If it's meant to affect only the keyword parser (which could actually be done lexically) then it would not do much of anything because it would not be able to affect code outside of its scope which would just treat Some::Module as a string and defer the lookup to runtime.

If it's meant to affect it at runtime then the effect would be dynamic and not lexical, and this seems incredibly complicated (tearing down the whole package namespace?)

From the user point of view, it seems confusing as it's called "lexically require" yet requiring a module runs arbitrary import methods (and the whole body of the module) which almost always have non-lexical effects.
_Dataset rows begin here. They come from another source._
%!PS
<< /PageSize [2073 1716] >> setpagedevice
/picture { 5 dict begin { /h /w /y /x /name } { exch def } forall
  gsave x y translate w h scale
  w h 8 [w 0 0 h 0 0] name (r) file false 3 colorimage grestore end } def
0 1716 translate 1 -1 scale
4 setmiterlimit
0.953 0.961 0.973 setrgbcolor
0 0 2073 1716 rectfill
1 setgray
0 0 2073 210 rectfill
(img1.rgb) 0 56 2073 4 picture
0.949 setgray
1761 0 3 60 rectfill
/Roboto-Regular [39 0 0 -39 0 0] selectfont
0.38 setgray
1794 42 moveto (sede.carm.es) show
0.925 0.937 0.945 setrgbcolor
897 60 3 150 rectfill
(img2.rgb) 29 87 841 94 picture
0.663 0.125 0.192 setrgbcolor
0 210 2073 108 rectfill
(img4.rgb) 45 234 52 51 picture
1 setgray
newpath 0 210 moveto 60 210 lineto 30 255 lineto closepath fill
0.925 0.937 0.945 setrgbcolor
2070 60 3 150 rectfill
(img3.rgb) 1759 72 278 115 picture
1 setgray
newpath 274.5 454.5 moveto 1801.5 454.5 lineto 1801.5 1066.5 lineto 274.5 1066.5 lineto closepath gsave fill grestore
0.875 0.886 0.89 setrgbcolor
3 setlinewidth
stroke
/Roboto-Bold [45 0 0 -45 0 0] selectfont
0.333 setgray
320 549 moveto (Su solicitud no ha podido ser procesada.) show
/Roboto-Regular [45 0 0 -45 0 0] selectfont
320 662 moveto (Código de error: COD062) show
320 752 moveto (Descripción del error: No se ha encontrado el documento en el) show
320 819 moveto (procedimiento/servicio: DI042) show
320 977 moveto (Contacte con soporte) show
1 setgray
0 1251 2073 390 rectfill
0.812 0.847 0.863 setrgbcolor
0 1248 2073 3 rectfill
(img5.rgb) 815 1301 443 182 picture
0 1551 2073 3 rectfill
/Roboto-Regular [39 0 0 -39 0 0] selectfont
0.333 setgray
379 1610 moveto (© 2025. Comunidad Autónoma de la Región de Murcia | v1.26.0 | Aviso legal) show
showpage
demerphq commented 1 year ago

If it's meant to affect it at runtime then the effect would be dynamic and not lexical, and this seems incredibly complicated (tearing down the whole package namespace?)

Speaking abstractly and independently from the actual text of ovids proposal I don't see why it would that difficult to maintain a hash of permission data that models "from this package you are allowed to access that package". Every time we did a method lookup we would check the current package, and see if the permission hash allows access to the other package, if it didnt we would throw an exception. Obviously it would slow down such calls, maybe significantly, but perhaps it could be implemented in a way that one need not pay this price in production code.

Grinnz commented 1 year ago

If it's meant to affect it at runtime then the effect would be dynamic and not lexical, and this seems incredibly complicated (tearing down the whole package namespace?)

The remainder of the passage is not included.